What should be copied is the stretch of entries below from the line with "Please mark all place" up to and including the line with "Where are all", exactly and without images.
*** EXERCISE DATA Section Begins ***
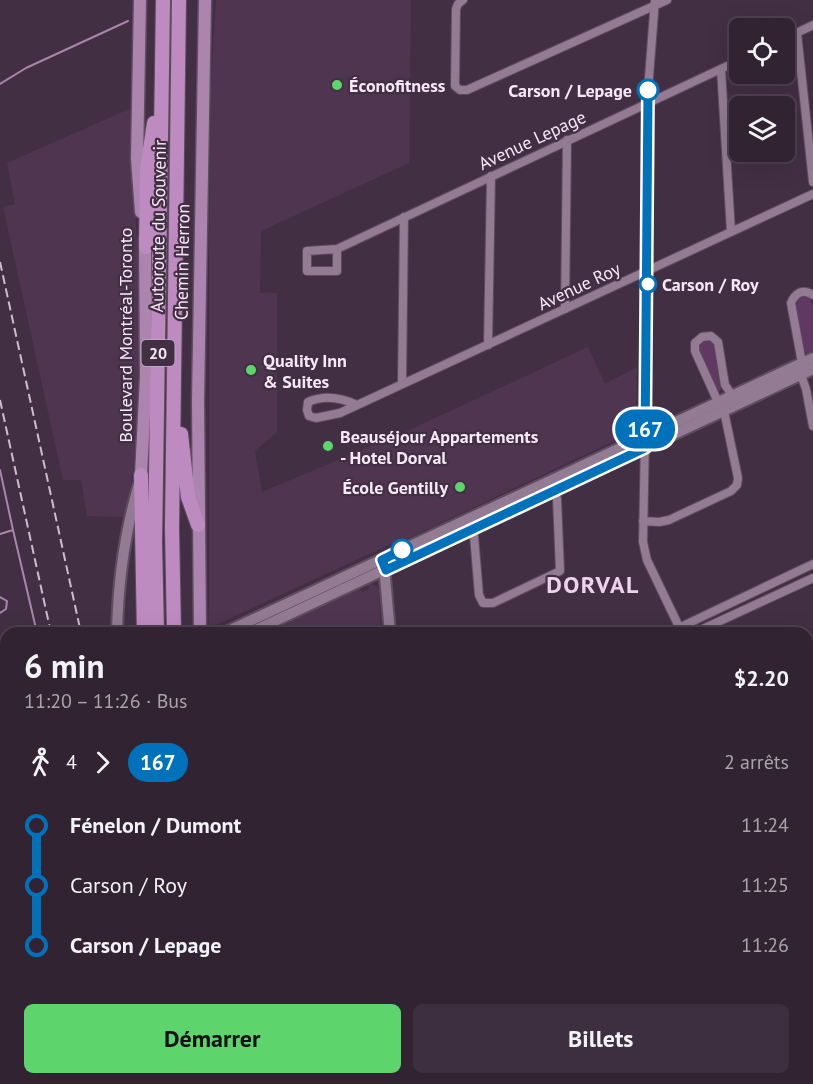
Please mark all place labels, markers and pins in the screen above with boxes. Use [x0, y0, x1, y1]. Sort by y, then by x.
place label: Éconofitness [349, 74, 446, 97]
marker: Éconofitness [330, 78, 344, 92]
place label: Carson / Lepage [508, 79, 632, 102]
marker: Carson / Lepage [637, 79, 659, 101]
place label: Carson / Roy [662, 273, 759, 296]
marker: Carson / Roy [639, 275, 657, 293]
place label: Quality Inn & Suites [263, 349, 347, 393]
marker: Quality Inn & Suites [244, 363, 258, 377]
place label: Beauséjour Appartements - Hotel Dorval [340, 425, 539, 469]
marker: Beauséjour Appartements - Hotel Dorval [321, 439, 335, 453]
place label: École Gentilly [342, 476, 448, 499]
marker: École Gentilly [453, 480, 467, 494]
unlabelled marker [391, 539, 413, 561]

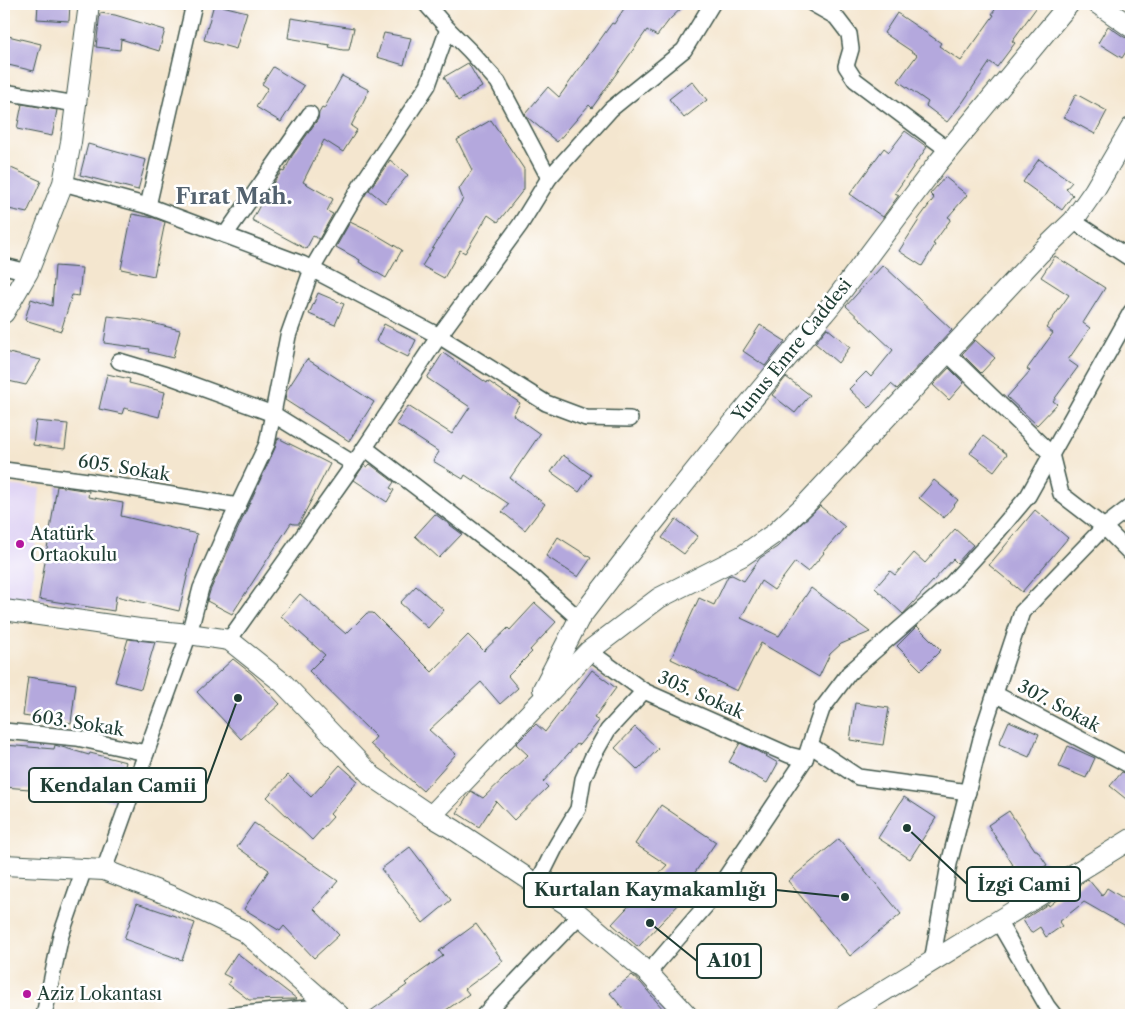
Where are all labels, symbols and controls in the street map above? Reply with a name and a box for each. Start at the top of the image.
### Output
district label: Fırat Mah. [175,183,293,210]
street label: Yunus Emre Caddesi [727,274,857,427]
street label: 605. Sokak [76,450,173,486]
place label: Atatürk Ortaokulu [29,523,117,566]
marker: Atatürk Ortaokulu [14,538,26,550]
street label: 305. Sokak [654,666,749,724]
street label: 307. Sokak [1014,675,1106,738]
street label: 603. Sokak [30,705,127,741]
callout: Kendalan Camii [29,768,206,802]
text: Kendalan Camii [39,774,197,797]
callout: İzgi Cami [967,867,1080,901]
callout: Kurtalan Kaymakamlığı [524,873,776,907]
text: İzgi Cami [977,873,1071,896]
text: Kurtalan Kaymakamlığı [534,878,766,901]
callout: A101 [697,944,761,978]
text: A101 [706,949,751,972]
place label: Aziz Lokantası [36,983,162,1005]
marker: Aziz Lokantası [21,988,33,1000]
*** EXERCISE DATA Section Ends ***
*** EXERCISE DATA Section Begins ***
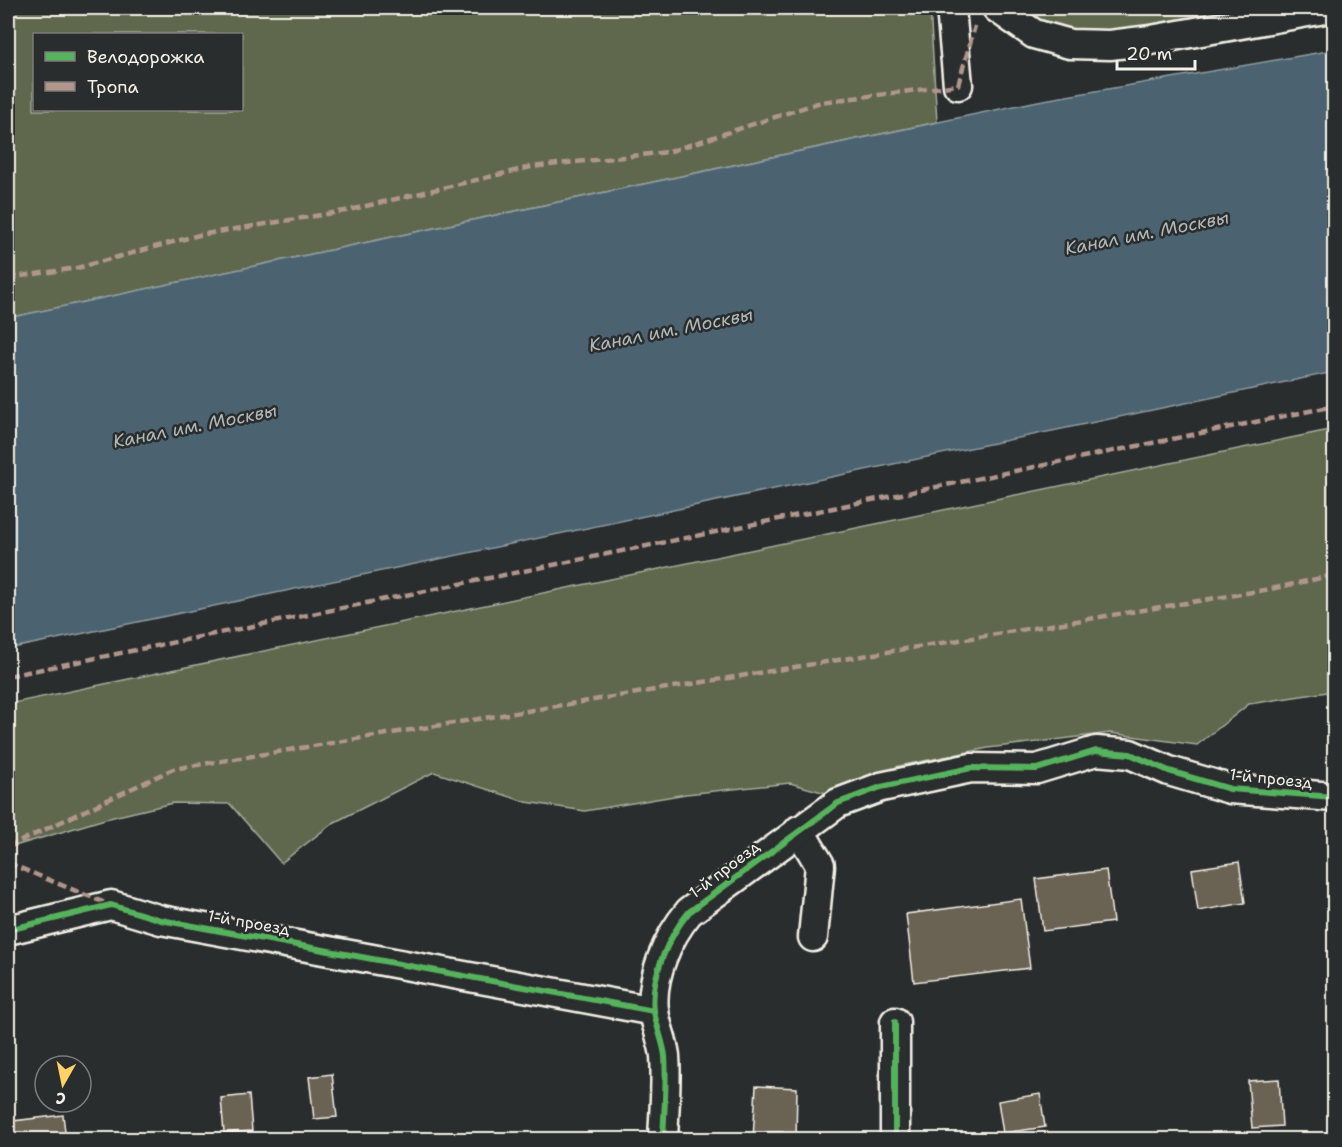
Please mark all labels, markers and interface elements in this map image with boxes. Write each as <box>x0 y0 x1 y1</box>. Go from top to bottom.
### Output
*** EXERCISE DATA Section Ends ***
### EXERCISE OUTPUT:
Please mark all place labels, markers and pins in the screen above with boxes. Use [x0, y0, x1, y1]. Sort by y, then by x.
place label: Éconofitness [349, 74, 446, 97]
marker: Éconofitness [330, 78, 344, 92]
place label: Carson / Lepage [508, 79, 632, 102]
marker: Carson / Lepage [637, 79, 659, 101]
place label: Carson / Roy [662, 273, 759, 296]
marker: Carson / Roy [639, 275, 657, 293]
place label: Quality Inn & Suites [263, 349, 347, 393]
marker: Quality Inn & Suites [244, 363, 258, 377]
place label: Beauséjour Appartements - Hotel Dorval [340, 425, 539, 469]
marker: Beauséjour Appartements - Hotel Dorval [321, 439, 335, 453]
place label: École Gentilly [342, 476, 448, 499]
marker: École Gentilly [453, 480, 467, 494]
unlabelled marker [391, 539, 413, 561]

Where are all labels, symbols and controls in the street map above? Reply with a name and a box for each. Start at the top of the image.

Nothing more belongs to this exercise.